In Claim Three (b), Campbell continues to take issue with the Government's purported lack of evidence and his contention that counsel failed to build a defense. Campbell argues that Counsel rendered ineffective assistance by “never buil[ding] a defense for... Campbell” because Campbell's DNA was not in the stolen truck, there was no evidence from a robbery in Campbell's house, the GPS tracker actually moved away from Campbell's house, there was differing testimony about paint on his shirt, “[n]or was the symbol on Mr. Campbell's jacket found in house the same as [the] bank robbers.” (Mem. in Supp. at 6.) This appears, in essence, to be a challenge to the sufficiency of the evidence. The Fourth Circuit reviewed the sufficiency of the evidence on appeal, and “conclude[d] that the convictions are supported by evidence.” (4th Cir. Op. at 9, ECF No. 187.) Thus, to the extent that Campbell attempts to argue once again that the lack of evidence he identifies shows that there was insufficient evidence to convict him, that is simply not the case.

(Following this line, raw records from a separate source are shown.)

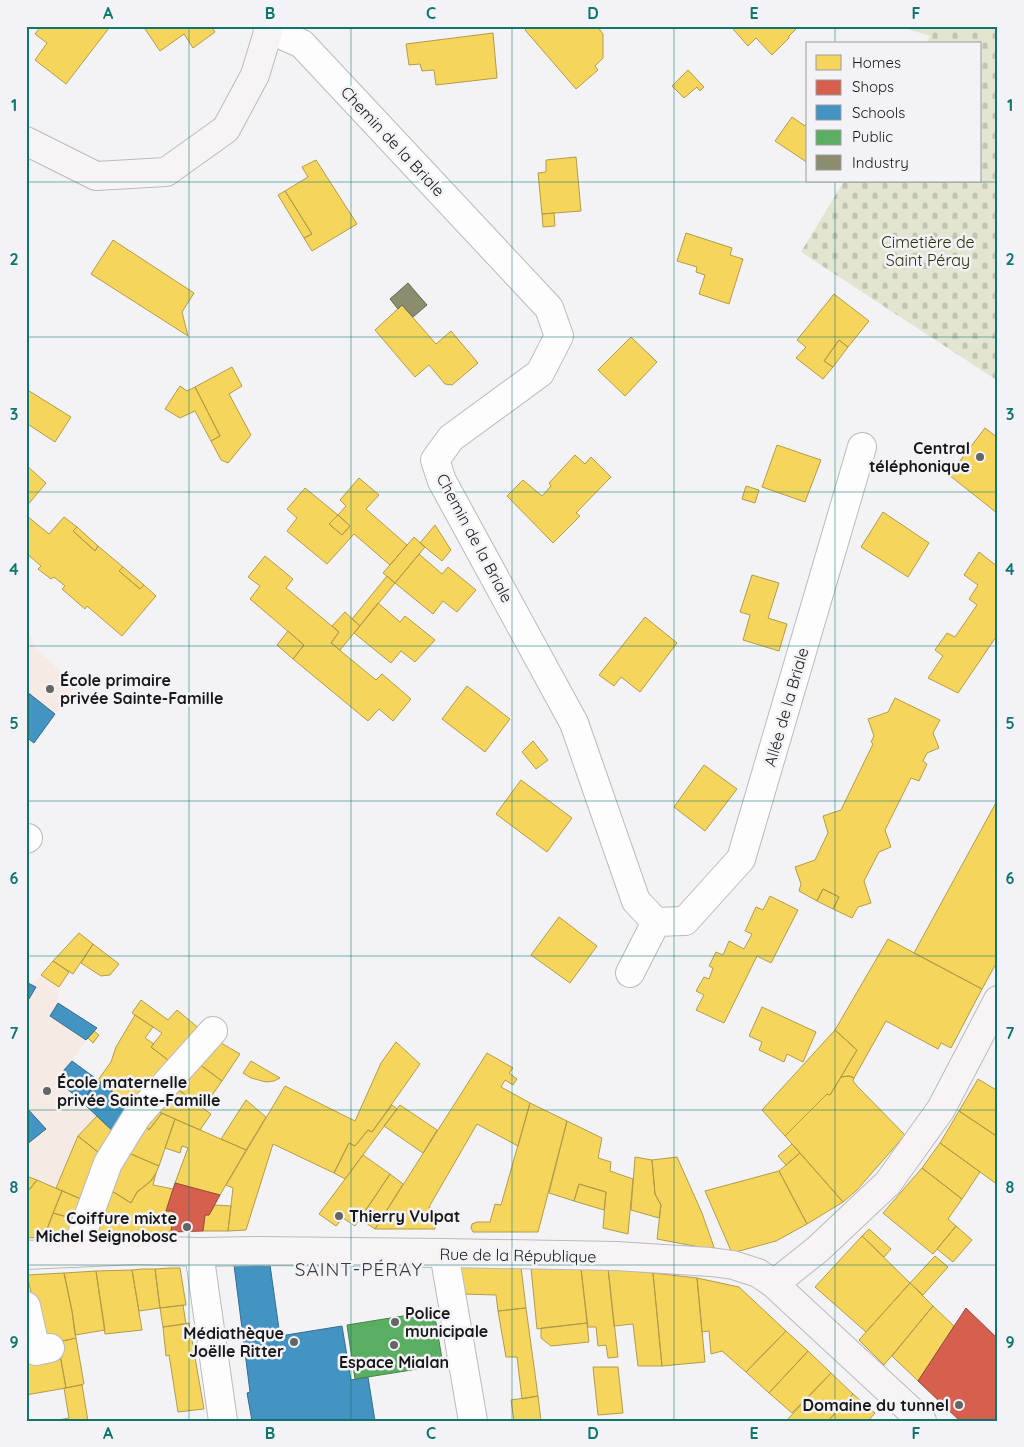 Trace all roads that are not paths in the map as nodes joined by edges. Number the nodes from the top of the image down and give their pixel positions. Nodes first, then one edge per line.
1 (268, 28) edge
2 (26, 142) edge
3 (862, 447) dead end
4 (656, 922) junction
5 (630, 974) dead end
6 (998, 1000) edge
7 (213, 1030) dead end
8 (200, 1252) junction
9 (74, 1253) junction
10 (444, 1253) junction
11 (26, 1255) edge
12 (774, 1284) junction
13 (26, 1306) edge
14 (50, 1348) dead end
15 (471, 1412) edge
16 (223, 1421) edge
17 (922, 1421) edge

1 - 2 street
1 - 4 street, Chemin de la Briale
3 - 4 street, Allée de la Briale
4 - 5 street
6 - 12 street
7 - 9 street
8 - 9 street, Rue de la République
8 - 10 street, Rue de la République
8 - 16 street
9 - 11 street, Rue de la République
10 - 12 street, Rue de la République
10 - 15 street
12 - 17 street, Rue de la République
13 - 14 street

To the extent that Campbell faults counsel with respect to what he perceives is a lack of evidence of his guilt, despite Campbell's contention, counsel questioned several police witnesses on these details and then flagged the missing or “negative” evidence to the jury in his closing arguments. (See, e.g., Jan. 18, 2019 Tr. at 173-74, 185-88, 189- 90, 199.) The jury nevertheless concluded that the evidence showed that Campbell was guilty. Campbell fails to explain what further he wished counsel to do. Thus, Campbell shows no deficiency of counsel or resulting prejudice. Claim Three (b) will be dismissed.
III. CONCLUSION
For the foregoing reasons, Campbell's § 2255 Motion (ECF No. 228) will be denied. The action will be dismissed. A certificate of appealability will be denied.
An appropriate Order will accompany this Memorandum Opinion.